» About this exercise:
The records below are to be written out exactly, with every picture omitted.

» Data to use:
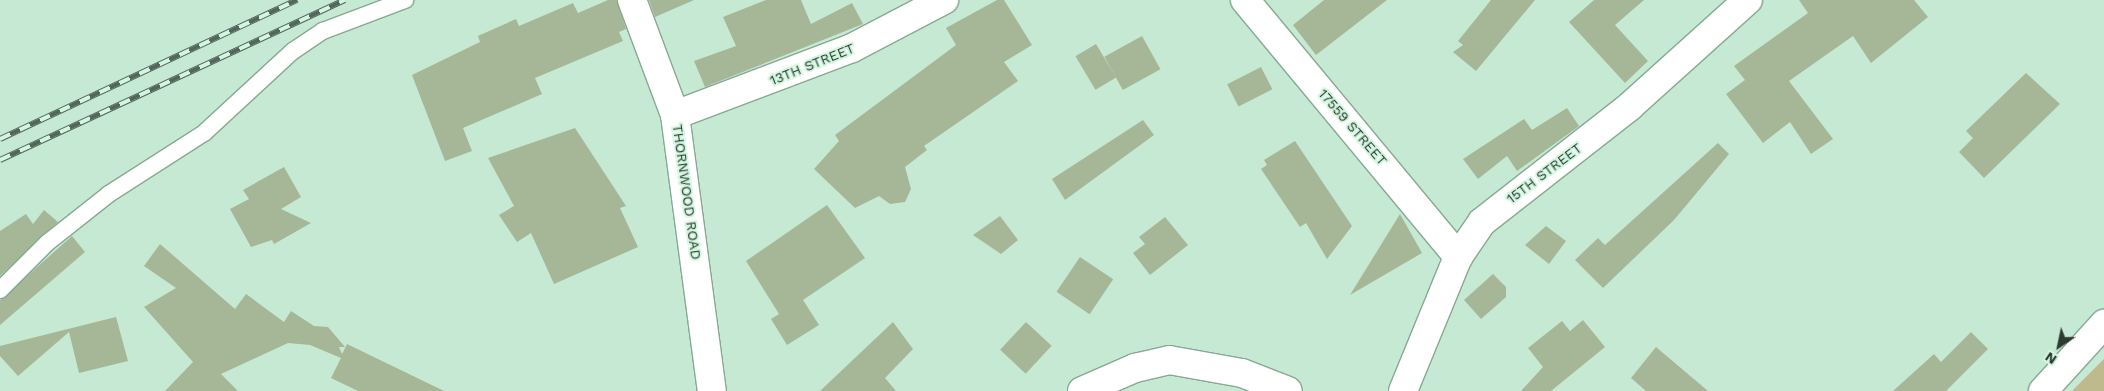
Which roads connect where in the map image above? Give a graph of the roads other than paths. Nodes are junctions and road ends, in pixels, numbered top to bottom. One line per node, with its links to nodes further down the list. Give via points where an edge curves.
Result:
1 (405, 0): 8 (lane, via 323,31 293,51 204,133 109,194 47,243)
2 (632, 0): 6 (street, THORNWOOD ROAD)
3 (944, 0): 6 (street, 13TH STREET, via 852,48)
4 (1245, 0): 7 (street, 17559 STREET)
5 (1748, 0): 7 (street, 15TH STREET, via 1629,108 1482,222)
6 (675, 115): 10 (street, THORNWOOD ROAD)
7 (1458, 257): 13 (street, 15TH STREET)
8 (0, 290)
9 (2104, 324): 14 (street)
10 (712, 391)
11 (1082, 391): 12 (street, via 1135,368 1168,360 1242,373)
12 (1288, 391)
13 (1404, 391)
14 (2043, 391)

» Exercise response:
Which roads connect where in the map image above? Give a graph of the roads other than paths. Nodes are junctions and road ends, in pixels, numbered top to bottom. One line per node, with its links to nodes further down the list. Give via points where an edge curves.
Result:
1 (405, 0): 8 (lane, via 323,31 293,51 204,133 109,194 47,243)
2 (632, 0): 6 (street, THORNWOOD ROAD)
3 (944, 0): 6 (street, 13TH STREET, via 852,48)
4 (1245, 0): 7 (street, 17559 STREET)
5 (1748, 0): 7 (street, 15TH STREET, via 1629,108 1482,222)
6 (675, 115): 10 (street, THORNWOOD ROAD)
7 (1458, 257): 13 (street, 15TH STREET)
8 (0, 290)
9 (2104, 324): 14 (street)
10 (712, 391)
11 (1082, 391): 12 (street, via 1135,368 1168,360 1242,373)
12 (1288, 391)
13 (1404, 391)
14 (2043, 391)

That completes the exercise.